Thursday, June 16, 2011

Yoga at your own risk

As with anything in life, practicing yoga has some risks.  If you push too hard into a posture you risk injuring yourself.   You know your back is feeling tight but when the teacher suggests bow pose you go
for it.  The result?  Back pain.  These risks are 100% preventable.  Afterwards we realize that it was the ego or maybe even absentmindedness that motivated us to push rather than back-off.   But there are other risks when practicing yoga that no-one really talks about.
The practice takes us into places within ourselves that maybe we don't ordinarily allow ourselves to go.  Some of these deep, dark corners of our minds are scary places.  There's the risk of getting mugged by our old habits and old thought patterns.  Is re-lapsing into old habits preventable?

Perhaps the biggest risk of the yoga practice is the risk to our heart.  A lot of the work done on the mat is about opening our heart.  The yoga teachings clearly tell us to be in our hearts and move from our hearts.  This practice of opening the heart leaves us vulnerable.   We know the benefits are great and so we begin to tentatively open the heart.  It's scary but we do it.  Unfortunately, sometimes that means we get hurt. 

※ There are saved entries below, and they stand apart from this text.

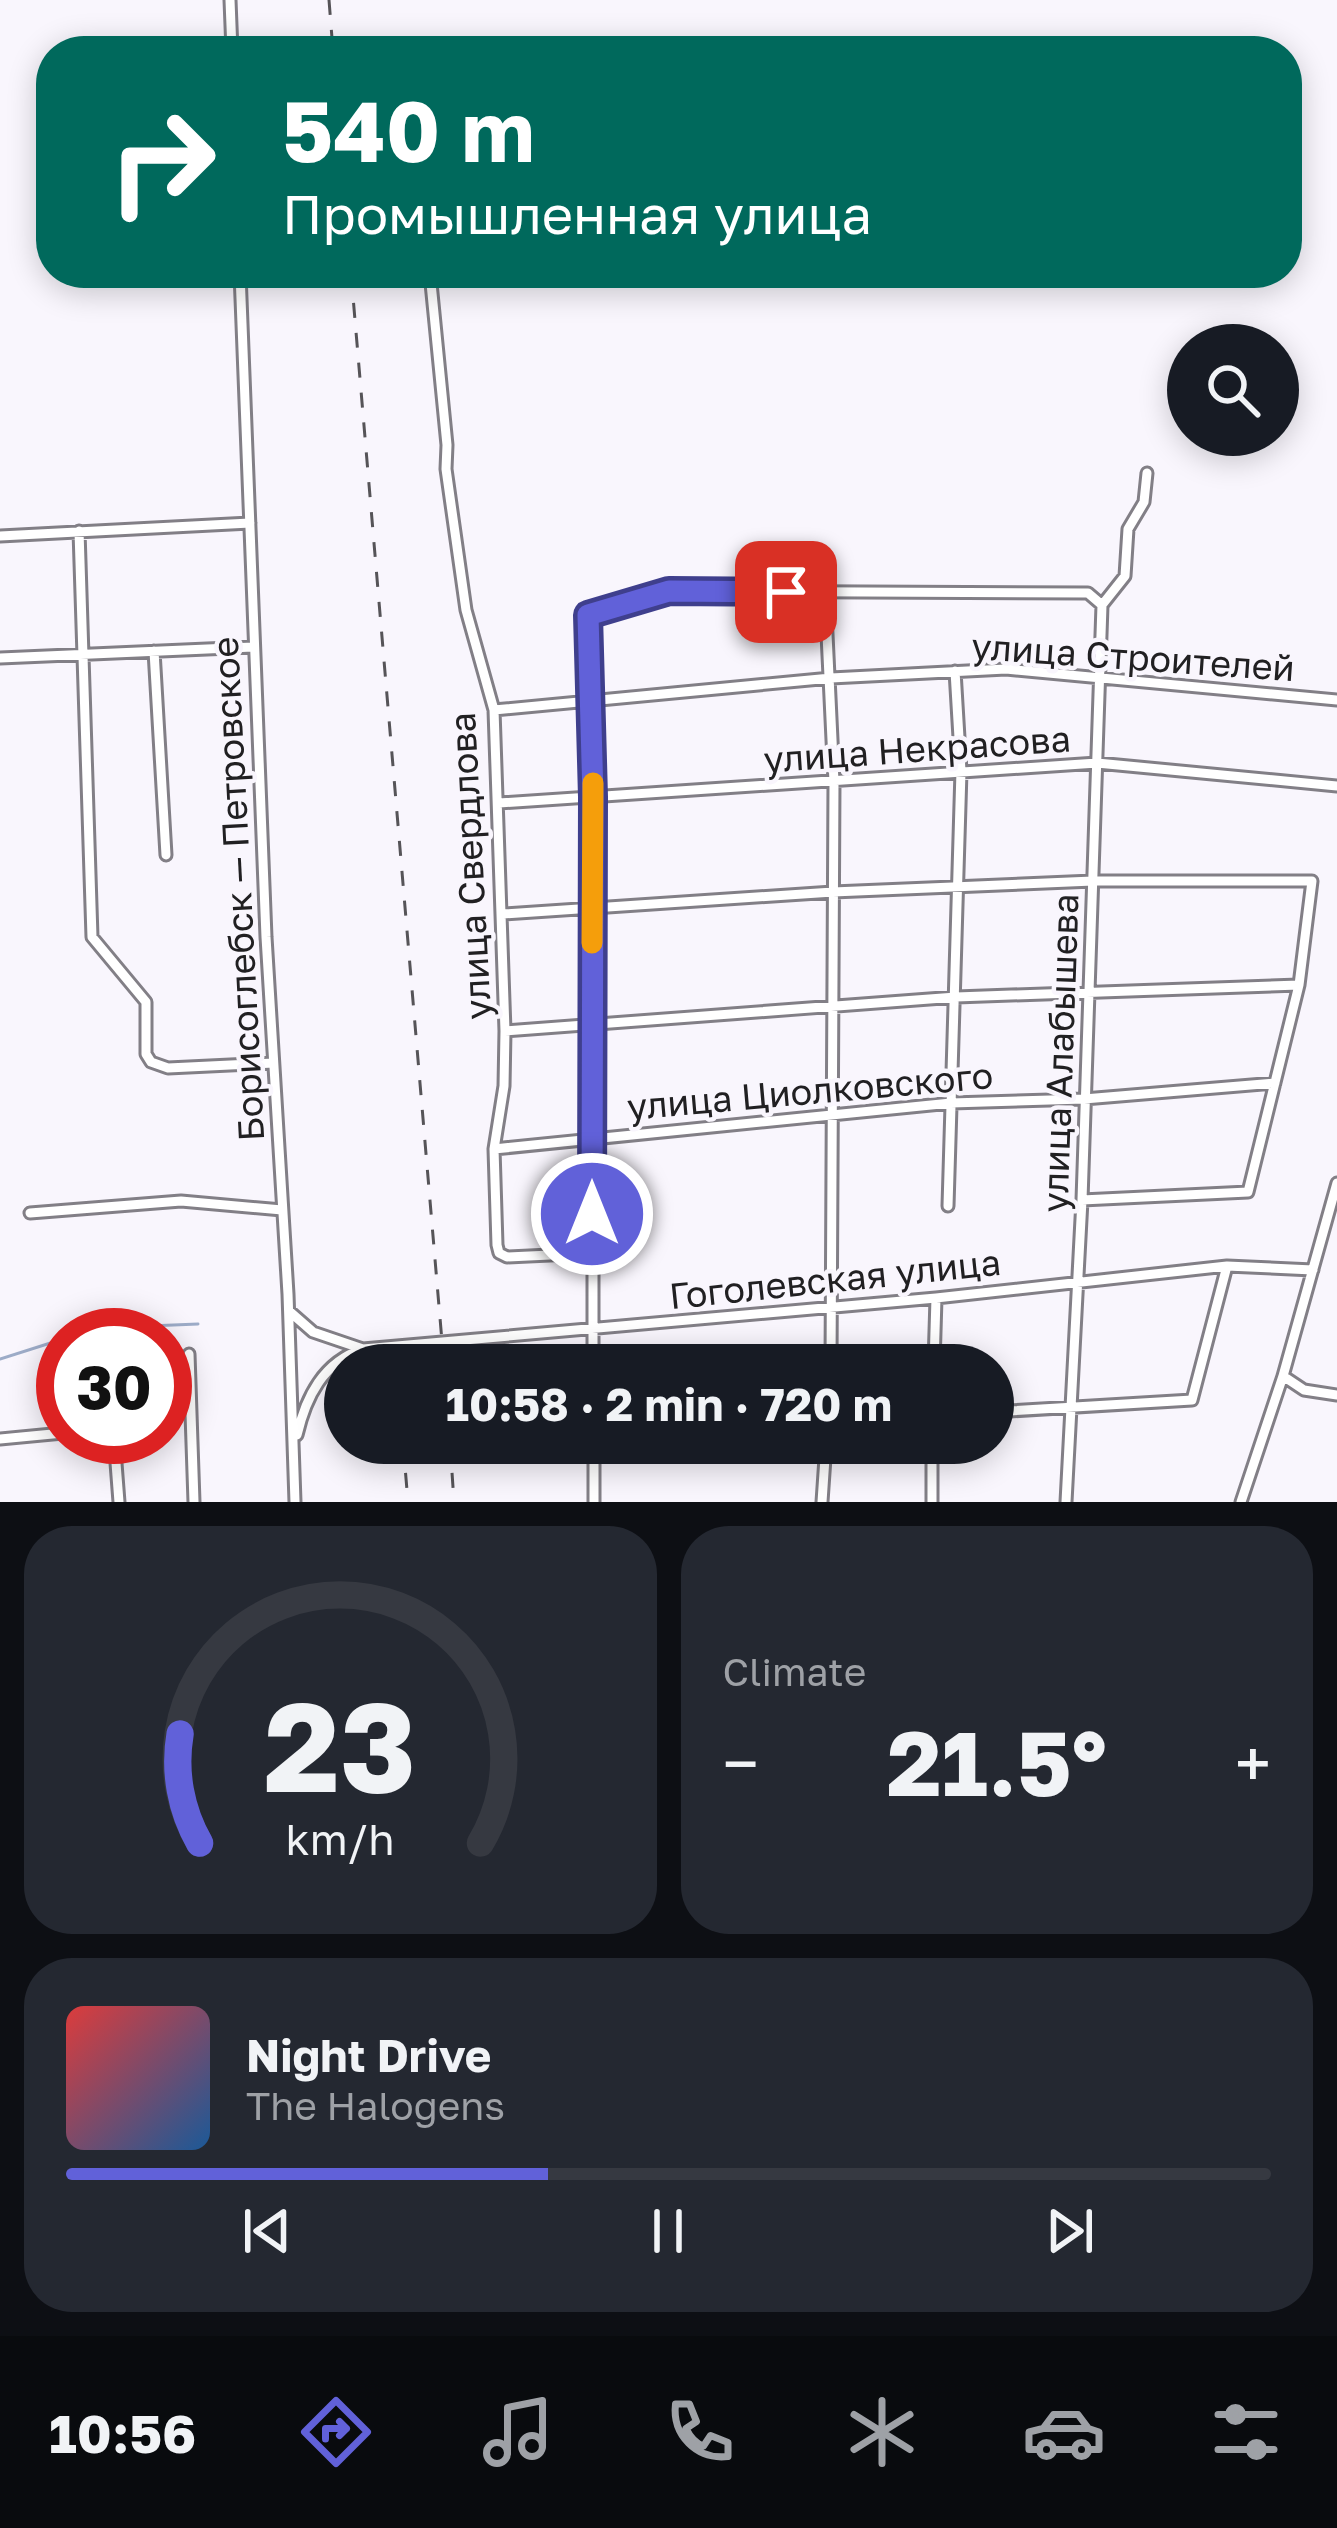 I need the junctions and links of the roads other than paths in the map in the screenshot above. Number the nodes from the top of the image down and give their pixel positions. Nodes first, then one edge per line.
1 (230, 0) edge
2 (231, 36) edge
3 (241, 288) edge
4 (431, 288) edge
5 (1147, 473) dead end
6 (250, 523) junction
7 (79, 532) junction
8 (0, 536) edge
9 (825, 592) junction
10 (1102, 605) junction
11 (253, 647) junction
12 (154, 651) junction
13 (83, 654) junction
14 (0, 658) edge
15 (955, 671) junction
16 (831, 678) junction
17 (1100, 679) junction
18 (1337, 700) edge
19 (591, 702) junction
20 (494, 710) junction
21 (1097, 763) junction
22 (962, 771) junction
23 (833, 782) junction
24 (1337, 786) edge
25 (593, 797) junction
26 (499, 802) junction
27 (166, 855) dead end
28 (1093, 881) junction
29 (959, 887) junction
30 (832, 892) junction
31 (592, 909) junction
32 (503, 914) junction
33 (1299, 985) junction
34 (1088, 990) junction
35 (956, 997) junction
36 (832, 1008) junction
37 (591, 1024) junction
38 (505, 1031) junction
39 (273, 1063) junction
40 (1275, 1083) junction
41 (1084, 1099) junction
42 (951, 1103) junction
43 (834, 1114) junction
44 (592, 1137) junction
45 (494, 1149) junction
46 (1337, 1183) edge
47 (1082, 1200) junction
48 (948, 1206) dead end
49 (282, 1210) junction
50 (30, 1213) dead end
51 (1321, 1245) junction
52 (1337, 1252) edge
53 (592, 1253) junction
54 (1227, 1266) junction
55 (1313, 1270) junction
56 (1077, 1282) junction
57 (936, 1298) junction
58 (833, 1307) junction
59 (288, 1310) junction
60 (593, 1330) junction
61 (313, 1331) junction
62 (290, 1341) junction
63 (349, 1344) edge
64 (424, 1344) edge
65 (593, 1344) edge
66 (832, 1344) edge
67 (935, 1344) edge
68 (324, 1376) edge
69 (1283, 1376) junction
70 (291, 1378) junction
71 (318, 1382) junction
72 (1337, 1395) edge
73 (1070, 1408) junction
74 (1014, 1411) edge
75 (36, 1436) edge
76 (0, 1439) edge
77 (192, 1443) edge
78 (294, 1446) junction
79 (116, 1464) edge
80 (594, 1464) edge
81 (825, 1464) edge
82 (932, 1464) edge
83 (119, 1502) edge
84 (194, 1502) edge
85 (295, 1502) edge
86 (594, 1502) edge
87 (822, 1502) edge
88 (932, 1502) edge
89 (1066, 1502) edge
90 (1241, 1502) edge

1 - 2 street
3 - 6 street, Борисоглебск — Петровское
4 - 20 street, улица Свердлова
5 - 10 street, улица Алабышева
6 - 7 street
6 - 11 street, Борисоглебск — Петровское
7 - 8 street
7 - 13 street
9 - 10 street
9 - 16 street
9 - 19 street
10 - 17 street, улица Алабышева
11 - 12 street
11 - 39 street, Борисоглебск — Петровское
12 - 13 street
12 - 27 street
13 - 14 street
13 - 39 street
15 - 16 street, улица Строителей
15 - 17 street, улица Строителей
15 - 22 street
16 - 19 street, улица Строителей
16 - 23 street
17 - 18 street, улица Строителей
17 - 21 street, улица Алабышева
19 - 20 street, улица Строителей
19 - 25 street
20 - 26 street, улица Свердлова
21 - 22 street, улица Некрасова
21 - 24 street, улица Некрасова
21 - 28 street, улица Алабышева
22 - 23 street, улица Некрасова
22 - 29 street
23 - 25 street, улица Некрасова
23 - 30 street
25 - 26 street, улица Некрасова
25 - 31 street
26 - 32 street, улица Свердлова
28 - 29 street
28 - 33 street
28 - 34 street, улица Алабышева
29 - 30 street
29 - 35 street
30 - 31 street
30 - 36 street
31 - 32 street
31 - 37 street
32 - 38 street, улица Свердлова
33 - 34 street
33 - 40 street
34 - 35 street
34 - 41 street, улица Алабышева
35 - 36 street
35 - 42 street
36 - 37 street
36 - 43 street
37 - 38 street
37 - 44 street
38 - 45 street, улица Свердлова
39 - 49 street, Борисоглебск — Петровское
40 - 41 street, улица Циолковского
40 - 47 street
41 - 42 street, улица Циолковского
41 - 47 street, улица Алабышева
42 - 43 street, улица Циолковского
42 - 48 street
43 - 44 street, улица Циолковского
43 - 58 street
44 - 45 street, улица Циолковского
44 - 53 street
45 - 53 street, улица Свердлова
46 - 51 street
47 - 56 street, улица Алабышева
49 - 50 street
49 - 59 street, Борисоглебск — Петровское
51 - 52 street
51 - 55 street
53 - 60 street
54 - 55 street, Гоголевская улица
54 - 56 street, Гоголевская улица
54 - 73 street
55 - 69 street
56 - 57 street, Гоголевская улица
56 - 73 street, улица Алабышева
57 - 58 street, Гоголевская улица
57 - 67 street
58 - 60 street, Гоголевская улица
58 - 66 street
59 - 61 street
59 - 62 street, Борисоглебск — Петровское
60 - 64 street, Гоголевская улица
60 - 65 street
61 - 62 street
61 - 63 street
62 - 70 street, Борисоглебск — Петровское
68 - 71 street
69 - 72 street
69 - 90 street
70 - 71 street
70 - 78 street, Борисоглебск — Петровское
71 - 78 street
73 - 74 street
73 - 89 street, улица Алабышева
75 - 76 street
77 - 84 street
78 - 85 street, Борисоглебск — Петровское
79 - 83 street
80 - 86 street
81 - 87 street
82 - 88 street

Over the years many of us build pretty solid walls around our hearts to protect it.  After all, it's a very sensitive thing and it needs protection.  (Doesn't it?)  With the wall safely in place we can withstand the harshness of life.  We don't feel the lightening bolts that are aimed straight at our hearts.  When the yoga practice begins to dismantle the protective walls our hearts are exposed and we feel vulnerable.  Without the wall there's no protection against the harshness of life, against the lightening bolts.  What now?  The thought of this is scary and makes me ask why?  Why would I want to dismantle the protective wall?  Why would I want to open my heart?  We most definitely feel more when we do the work of opening our hearts. The harshness that surrounds us feels more harsh.  There are risks to feeling more. 

The risk of feeling your feelings is that you have to figure out what to do with them after you've felt them.  How do you prevent those old coping mechanisms from mugging you?  If you do find yourself falling back into old patterns how do you break the cycle?  How do you protect your heart while at the same time keeping it open? Unlike the risk in the physical practice of yoga, I'm not sure that the risk in the emotional practice of yoga is preventable.  My guess, though, is that we apply the same advice to both practices. With the physical practice we listen to our body.  With the internal practice, we listen to our heart.  

There are also risks to NOT opening the heart.  The down side of that protective wall is that it not only keeps the hurt out but it also keeps the love out.   When we avoid feeling our feelings we are preventing ourselves from feeling love and joy.  Do we want to prevent that too?  I don't.  I want to feel love and joy so I have to take the risk that maybe sometimes a little pain will get in too.  It's a hazard of this game we call Life. 

 As I do in the asana practice I realize that what motivates me to build the wall around my heart is the ego and sometimes even absentmindedness.  And, that my friend, is preventable.   My advice? When you are moving into the deep, dark corners of the mind - take a flashlight or in yoga words - the mantra.  Where there is light there can be no darkness.  Right?